=== Section Start ===

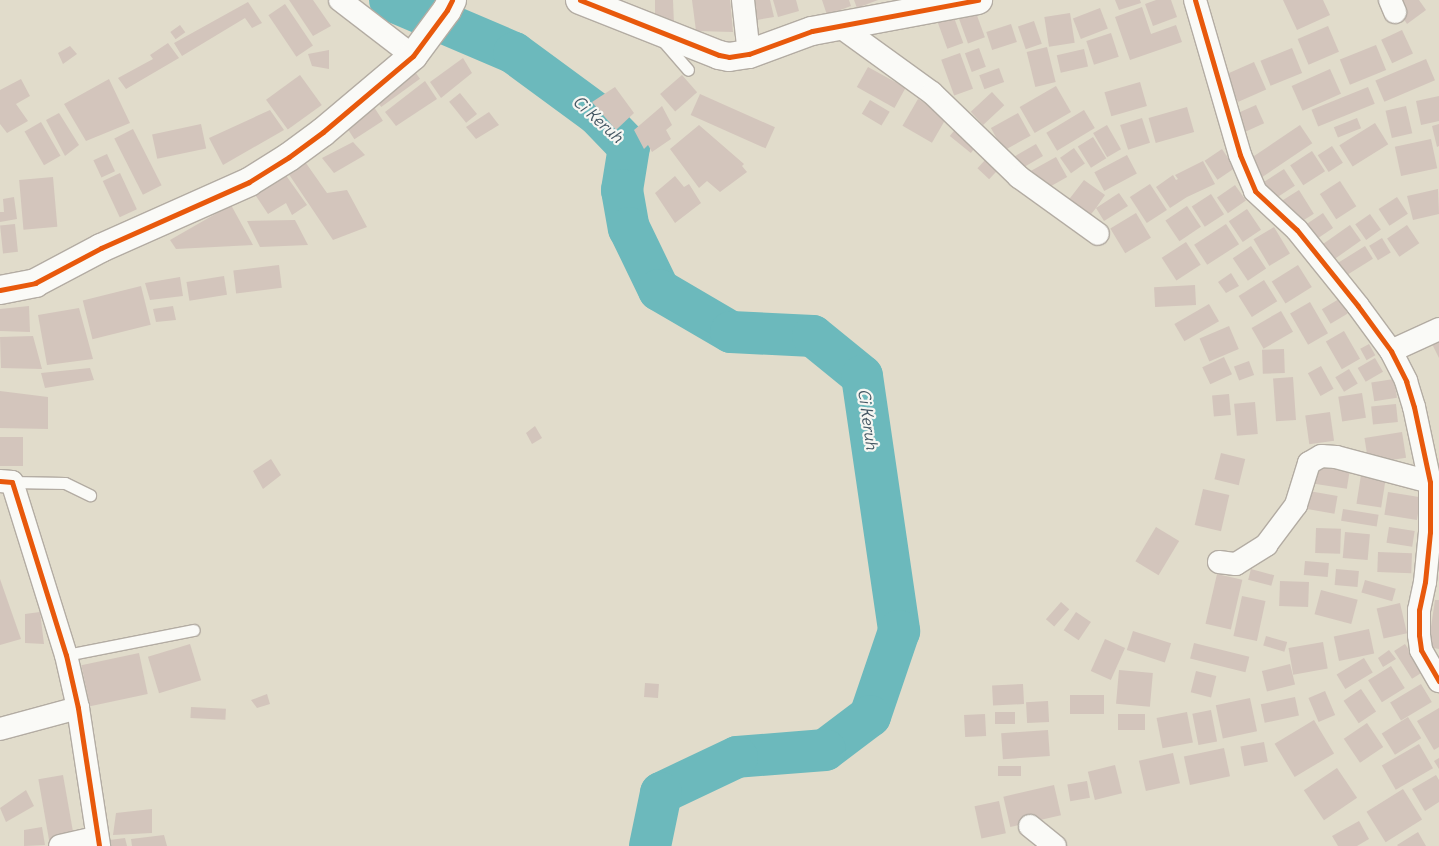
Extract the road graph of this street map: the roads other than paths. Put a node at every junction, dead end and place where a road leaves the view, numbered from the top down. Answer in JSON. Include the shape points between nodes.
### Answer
{"nodes":[{"id":1,"x":340,"y":0,"type":"edge"},
{"id":2,"x":580,"y":0,"type":"edge"},
{"id":3,"x":743,"y":0,"type":"edge"},
{"id":4,"x":978,"y":0,"type":"edge"},
{"id":5,"x":1195,"y":0,"type":"edge"},
{"id":6,"x":449,"y":5,"type":"edge"},
{"id":7,"x":838,"y":25,"type":"junction"},
{"id":8,"x":654,"y":29,"type":"junction"},
{"id":9,"x":418,"y":48,"type":"junction"},
{"id":10,"x":749,"y":54,"type":"junction"},
{"id":11,"x":688,"y":70,"type":"dead end"},
{"id":12,"x":1098,"y":234,"type":"dead end"},
{"id":13,"x":0,"y":290,"type":"edge"},
{"id":14,"x":1439,"y":328,"type":"edge"},
{"id":15,"x":1391,"y":351,"type":"junction"},
{"id":16,"x":1430,"y":428,"type":"edge"},
{"id":17,"x":6,"y":482,"type":"edge"},
{"id":18,"x":1430,"y":482,"type":"junction"},
{"id":19,"x":90,"y":495,"type":"dead end"},
{"id":20,"x":1434,"y":530,"type":"edge"},
{"id":21,"x":1219,"y":562,"type":"dead end"},
{"id":22,"x":1432,"y":583,"type":"edge"},
{"id":23,"x":194,"y":630,"type":"dead end"},
{"id":24,"x":66,"y":655,"type":"junction"},
{"id":25,"x":1433,"y":662,"type":"edge"},
{"id":26,"x":1439,"y":681,"type":"edge"},
{"id":27,"x":78,"y":708,"type":"junction"},
{"id":28,"x":0,"y":729,"type":"edge"},
{"id":29,"x":1030,"y":826,"type":"dead end"},
{"id":30,"x":97,"y":842,"type":"edge"},
{"id":31,"x":60,"y":846,"type":"edge"},
{"id":32,"x":1055,"y":846,"type":"edge"}],
"edges":[{"from":1,"to":9,"type":"street"},
{"from":2,"to":8,"type":"street"},
{"from":3,"to":10,"type":"street"},
{"from":4,"to":7,"type":"street"},
{"from":5,"to":15,"type":"street","via":[[1240,155],[1255,191],[1297,230]]},
{"from":6,"to":9,"type":"street"},
{"from":7,"to":10,"type":"street","via":[[812,30]]},
{"from":7,"to":12,"type":"street","via":[[932,93],[1019,178]]},
{"from":8,"to":10,"type":"street","via":[[719,55]]},
{"from":8,"to":11,"type":"lane"},
{"from":9,"to":13,"type":"street","via":[[323,132],[249,182],[101,248],[35,283]]},
{"from":14,"to":15,"type":"street"},
{"from":15,"to":16,"type":"street"},
{"from":16,"to":18,"type":"street"},
{"from":17,"to":19,"type":"lane","via":[[66,484]]},
{"from":17,"to":24,"type":"street"},
{"from":18,"to":20,"type":"street"},
{"from":18,"to":21,"type":"street","via":[[1336,457],[1321,456],[1309,463],[1296,505],[1266,545],[1236,564]]},
{"from":20,"to":22,"type":"street"},
{"from":22,"to":25,"type":"street","via":[[1419,610],[1419,635],[1421,650]]},
{"from":23,"to":24,"type":"lane"},
{"from":24,"to":27,"type":"street"},
{"from":25,"to":26,"type":"street"},
{"from":27,"to":28,"type":"street"},
{"from":27,"to":30,"type":"street"},
{"from":29,"to":32,"type":"street"},
{"from":30,"to":31,"type":"street"}]}
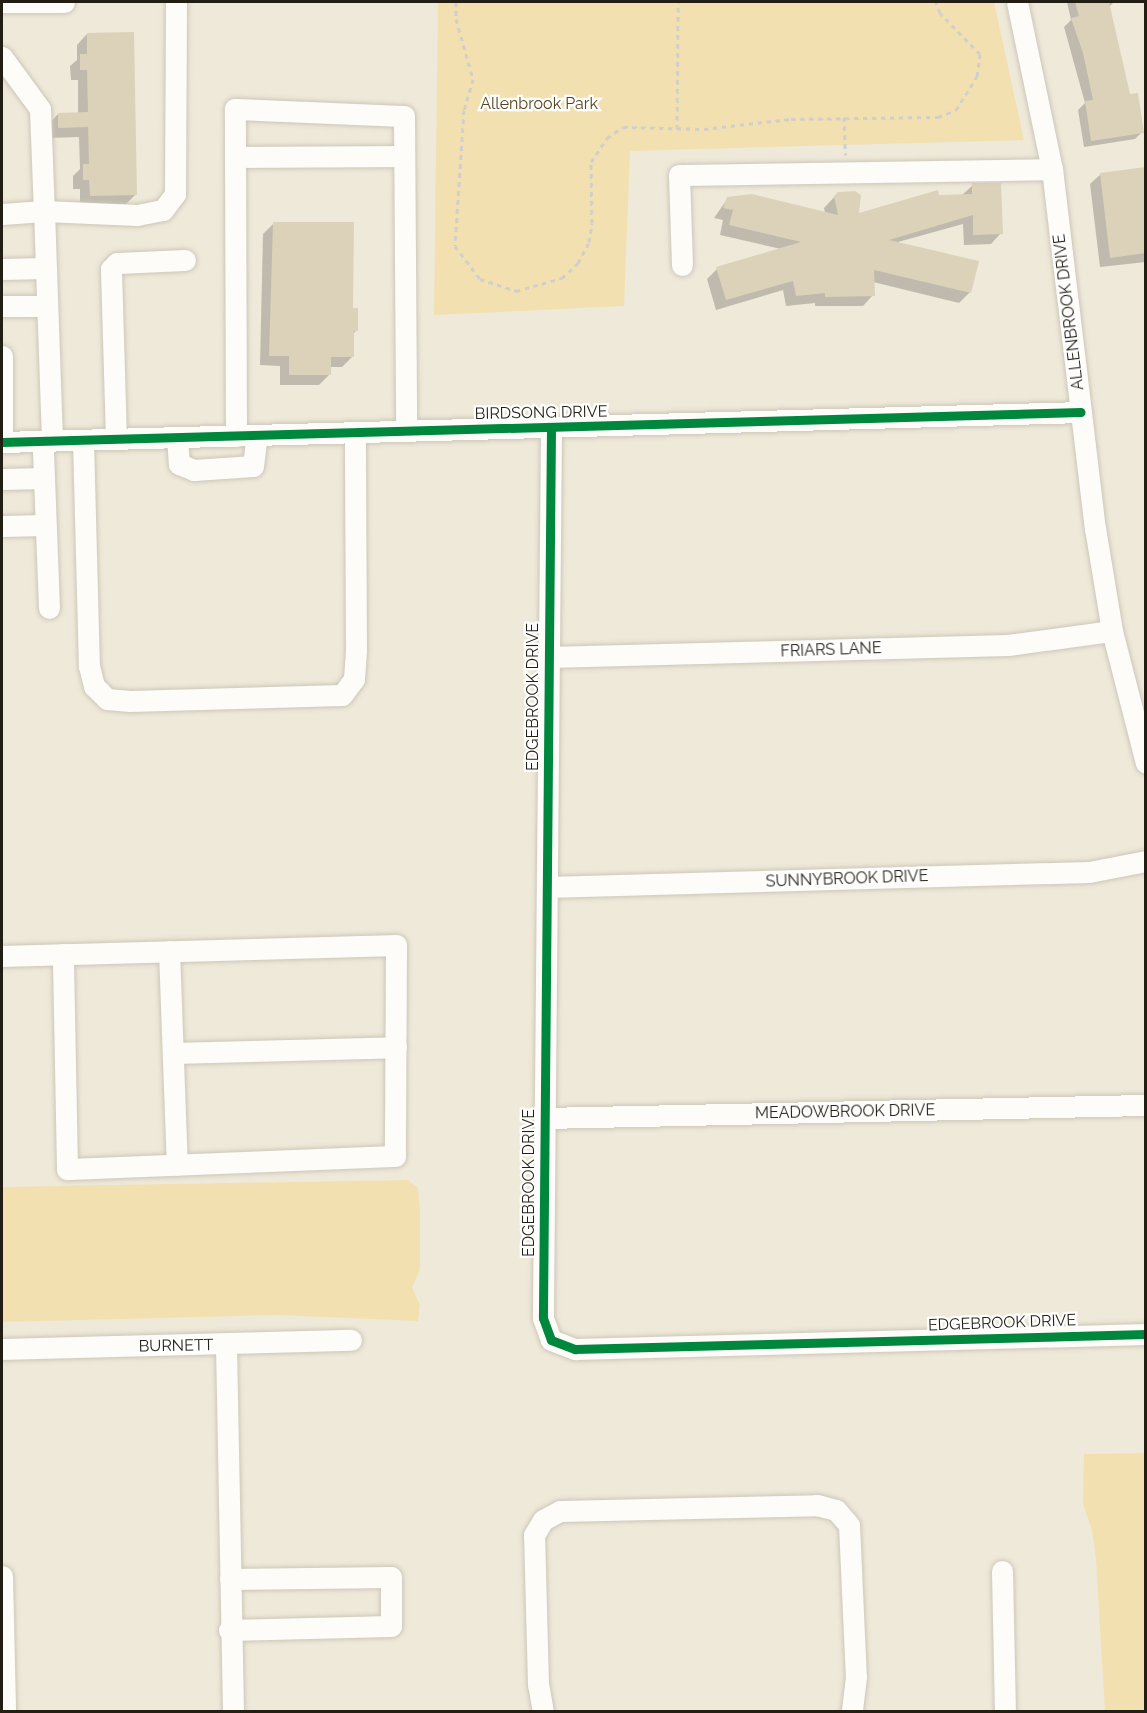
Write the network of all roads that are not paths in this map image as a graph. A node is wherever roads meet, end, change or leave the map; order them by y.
1 (2, 2) edge
2 (64, 2) edge
3 (176, 2) edge
4 (1017, 2) edge
5 (2, 57) edge
6 (404, 156) junction
7 (235, 157) junction
8 (1052, 170) junction
9 (44, 211) junction
10 (2, 214) edge
11 (185, 260) dead end
12 (682, 265) dead end
13 (46, 268) junction
14 (2, 269) edge
15 (2, 306) edge
16 (47, 306) junction
17 (2, 356) edge
18 (1081, 412) junction
19 (551, 428) junction
20 (406, 431) junction
21 (355, 432) junction
22 (247, 435) junction
23 (177, 437) junction
24 (116, 439) junction
25 (83, 440) junction
26 (48, 441) junction
27 (2, 442) edge
28 (44, 478) junction
29 (2, 479) edge
30 (2, 525) edge
31 (45, 525) junction
32 (49, 608) dead end
33 (1112, 631) junction
34 (548, 657) junction
35 (1146, 763) edge
36 (1146, 861) edge
37 (547, 887) junction
38 (169, 951) junction
39 (63, 954) junction
40 (2, 956) edge
41 (396, 1047) junction
42 (172, 1053) junction
43 (1146, 1106) edge
44 (544, 1118) junction
45 (177, 1165) junction
46 (1146, 1334) edge
47 (351, 1340) dead end
48 (226, 1345) junction
49 (2, 1349) edge
50 (1002, 1571) dead end
51 (2, 1576) edge
52 (230, 1579) junction
53 (229, 1630) junction
54 (5, 1712) edge
55 (233, 1712) edge
56 (543, 1712) edge
57 (852, 1712) edge
58 (1005, 1712) edge

1 - 2 street
3 - 9 street
4 - 8 street, ALLENBROOK DRIVE
5 - 9 street
6 - 7 street
6 - 7 street
6 - 20 street
7 - 22 street
8 - 12 street
8 - 18 street, ALLENBROOK DRIVE
9 - 10 street
9 - 13 street
11 - 24 street
13 - 14 street
13 - 16 street
15 - 16 street
16 - 26 street
17 - 27 street
18 - 19 street, BIRDSONG DRIVE
18 - 33 street, ALLENBROOK DRIVE
19 - 20 street, BIRDSONG DRIVE
19 - 34 street, EDGEBROOK DRIVE
20 - 21 street, BIRDSONG DRIVE
21 - 22 street, BIRDSONG DRIVE
21 - 25 street
22 - 23 street, BIRDSONG DRIVE
22 - 23 street
23 - 24 street, BIRDSONG DRIVE
24 - 25 street, BIRDSONG DRIVE
25 - 26 street, BIRDSONG DRIVE
26 - 27 street, BIRDSONG DRIVE
26 - 28 street
28 - 29 street
28 - 31 street
30 - 31 street
31 - 32 street
33 - 34 street, FRIARS LANE
33 - 35 street, ALLENBROOK DRIVE
34 - 37 street, EDGEBROOK DRIVE
36 - 37 street, SUNNYBROOK DRIVE
37 - 44 street, EDGEBROOK DRIVE
38 - 39 street
38 - 41 street
38 - 42 street
39 - 40 street
39 - 45 street
41 - 42 street
41 - 45 street
42 - 45 street
43 - 44 street, MEADOWBROOK DRIVE
44 - 46 street, EDGEBROOK DRIVE
47 - 48 street, BURNETT
48 - 49 street, BURNETT
48 - 52 street
50 - 58 street
51 - 54 street
52 - 53 street
52 - 53 street
53 - 55 street
56 - 57 street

=== Section End ===

### DIRECTIONS FOR THIS TASK
Word for word, write out the full listing, leaving the pictures aside.

### TASK OUTPUT
Extract the road graph of this street map: the roads other than paths. Put a node at every junction, dead end and place where a road leaves the view, numbered from the top down. Answer in JSON. Include the shape points between nodes.
### Answer
{"nodes":[{"id":1,"x":340,"y":0,"type":"edge"},
{"id":2,"x":580,"y":0,"type":"edge"},
{"id":3,"x":743,"y":0,"type":"edge"},
{"id":4,"x":978,"y":0,"type":"edge"},
{"id":5,"x":1195,"y":0,"type":"edge"},
{"id":6,"x":449,"y":5,"type":"edge"},
{"id":7,"x":838,"y":25,"type":"junction"},
{"id":8,"x":654,"y":29,"type":"junction"},
{"id":9,"x":418,"y":48,"type":"junction"},
{"id":10,"x":749,"y":54,"type":"junction"},
{"id":11,"x":688,"y":70,"type":"dead end"},
{"id":12,"x":1098,"y":234,"type":"dead end"},
{"id":13,"x":0,"y":290,"type":"edge"},
{"id":14,"x":1439,"y":328,"type":"edge"},
{"id":15,"x":1391,"y":351,"type":"junction"},
{"id":16,"x":1430,"y":428,"type":"edge"},
{"id":17,"x":6,"y":482,"type":"edge"},
{"id":18,"x":1430,"y":482,"type":"junction"},
{"id":19,"x":90,"y":495,"type":"dead end"},
{"id":20,"x":1434,"y":530,"type":"edge"},
{"id":21,"x":1219,"y":562,"type":"dead end"},
{"id":22,"x":1432,"y":583,"type":"edge"},
{"id":23,"x":194,"y":630,"type":"dead end"},
{"id":24,"x":66,"y":655,"type":"junction"},
{"id":25,"x":1433,"y":662,"type":"edge"},
{"id":26,"x":1439,"y":681,"type":"edge"},
{"id":27,"x":78,"y":708,"type":"junction"},
{"id":28,"x":0,"y":729,"type":"edge"},
{"id":29,"x":1030,"y":826,"type":"dead end"},
{"id":30,"x":97,"y":842,"type":"edge"},
{"id":31,"x":60,"y":846,"type":"edge"},
{"id":32,"x":1055,"y":846,"type":"edge"}],
"edges":[{"from":1,"to":9,"type":"street"},
{"from":2,"to":8,"type":"street"},
{"from":3,"to":10,"type":"street"},
{"from":4,"to":7,"type":"street"},
{"from":5,"to":15,"type":"street","via":[[1240,155],[1255,191],[1297,230]]},
{"from":6,"to":9,"type":"street"},
{"from":7,"to":10,"type":"street","via":[[812,30]]},
{"from":7,"to":12,"type":"street","via":[[932,93],[1019,178]]},
{"from":8,"to":10,"type":"street","via":[[719,55]]},
{"from":8,"to":11,"type":"lane"},
{"from":9,"to":13,"type":"street","via":[[323,132],[249,182],[101,248],[35,283]]},
{"from":14,"to":15,"type":"street"},
{"from":15,"to":16,"type":"street"},
{"from":16,"to":18,"type":"street"},
{"from":17,"to":19,"type":"lane","via":[[66,484]]},
{"from":17,"to":24,"type":"street"},
{"from":18,"to":20,"type":"street"},
{"from":18,"to":21,"type":"street","via":[[1336,457],[1321,456],[1309,463],[1296,505],[1266,545],[1236,564]]},
{"from":20,"to":22,"type":"street"},
{"from":22,"to":25,"type":"street","via":[[1419,610],[1419,635],[1421,650]]},
{"from":23,"to":24,"type":"lane"},
{"from":24,"to":27,"type":"street"},
{"from":25,"to":26,"type":"street"},
{"from":27,"to":28,"type":"street"},
{"from":27,"to":30,"type":"street"},
{"from":29,"to":32,"type":"street"},
{"from":30,"to":31,"type":"street"}]}
Write the network of all roads that are not paths in this map image as a graph. A node is wherever roads meet, end, change or leave the map; order them by y.
1 (2, 2) edge
2 (64, 2) edge
3 (176, 2) edge
4 (1017, 2) edge
5 (2, 57) edge
6 (404, 156) junction
7 (235, 157) junction
8 (1052, 170) junction
9 (44, 211) junction
10 (2, 214) edge
11 (185, 260) dead end
12 (682, 265) dead end
13 (46, 268) junction
14 (2, 269) edge
15 (2, 306) edge
16 (47, 306) junction
17 (2, 356) edge
18 (1081, 412) junction
19 (551, 428) junction
20 (406, 431) junction
21 (355, 432) junction
22 (247, 435) junction
23 (177, 437) junction
24 (116, 439) junction
25 (83, 440) junction
26 (48, 441) junction
27 (2, 442) edge
28 (44, 478) junction
29 (2, 479) edge
30 (2, 525) edge
31 (45, 525) junction
32 (49, 608) dead end
33 (1112, 631) junction
34 (548, 657) junction
35 (1146, 763) edge
36 (1146, 861) edge
37 (547, 887) junction
38 (169, 951) junction
39 (63, 954) junction
40 (2, 956) edge
41 (396, 1047) junction
42 (172, 1053) junction
43 (1146, 1106) edge
44 (544, 1118) junction
45 (177, 1165) junction
46 (1146, 1334) edge
47 (351, 1340) dead end
48 (226, 1345) junction
49 (2, 1349) edge
50 (1002, 1571) dead end
51 (2, 1576) edge
52 (230, 1579) junction
53 (229, 1630) junction
54 (5, 1712) edge
55 (233, 1712) edge
56 (543, 1712) edge
57 (852, 1712) edge
58 (1005, 1712) edge

1 - 2 street
3 - 9 street
4 - 8 street, ALLENBROOK DRIVE
5 - 9 street
6 - 7 street
6 - 7 street
6 - 20 street
7 - 22 street
8 - 12 street
8 - 18 street, ALLENBROOK DRIVE
9 - 10 street
9 - 13 street
11 - 24 street
13 - 14 street
13 - 16 street
15 - 16 street
16 - 26 street
17 - 27 street
18 - 19 street, BIRDSONG DRIVE
18 - 33 street, ALLENBROOK DRIVE
19 - 20 street, BIRDSONG DRIVE
19 - 34 street, EDGEBROOK DRIVE
20 - 21 street, BIRDSONG DRIVE
21 - 22 street, BIRDSONG DRIVE
21 - 25 street
22 - 23 street, BIRDSONG DRIVE
22 - 23 street
23 - 24 street, BIRDSONG DRIVE
24 - 25 street, BIRDSONG DRIVE
25 - 26 street, BIRDSONG DRIVE
26 - 27 street, BIRDSONG DRIVE
26 - 28 street
28 - 29 street
28 - 31 street
30 - 31 street
31 - 32 street
33 - 34 street, FRIARS LANE
33 - 35 street, ALLENBROOK DRIVE
34 - 37 street, EDGEBROOK DRIVE
36 - 37 street, SUNNYBROOK DRIVE
37 - 44 street, EDGEBROOK DRIVE
38 - 39 street
38 - 41 street
38 - 42 street
39 - 40 street
39 - 45 street
41 - 42 street
41 - 45 street
42 - 45 street
43 - 44 street, MEADOWBROOK DRIVE
44 - 46 street, EDGEBROOK DRIVE
47 - 48 street, BURNETT
48 - 49 street, BURNETT
48 - 52 street
50 - 58 street
51 - 54 street
52 - 53 street
52 - 53 street
53 - 55 street
56 - 57 street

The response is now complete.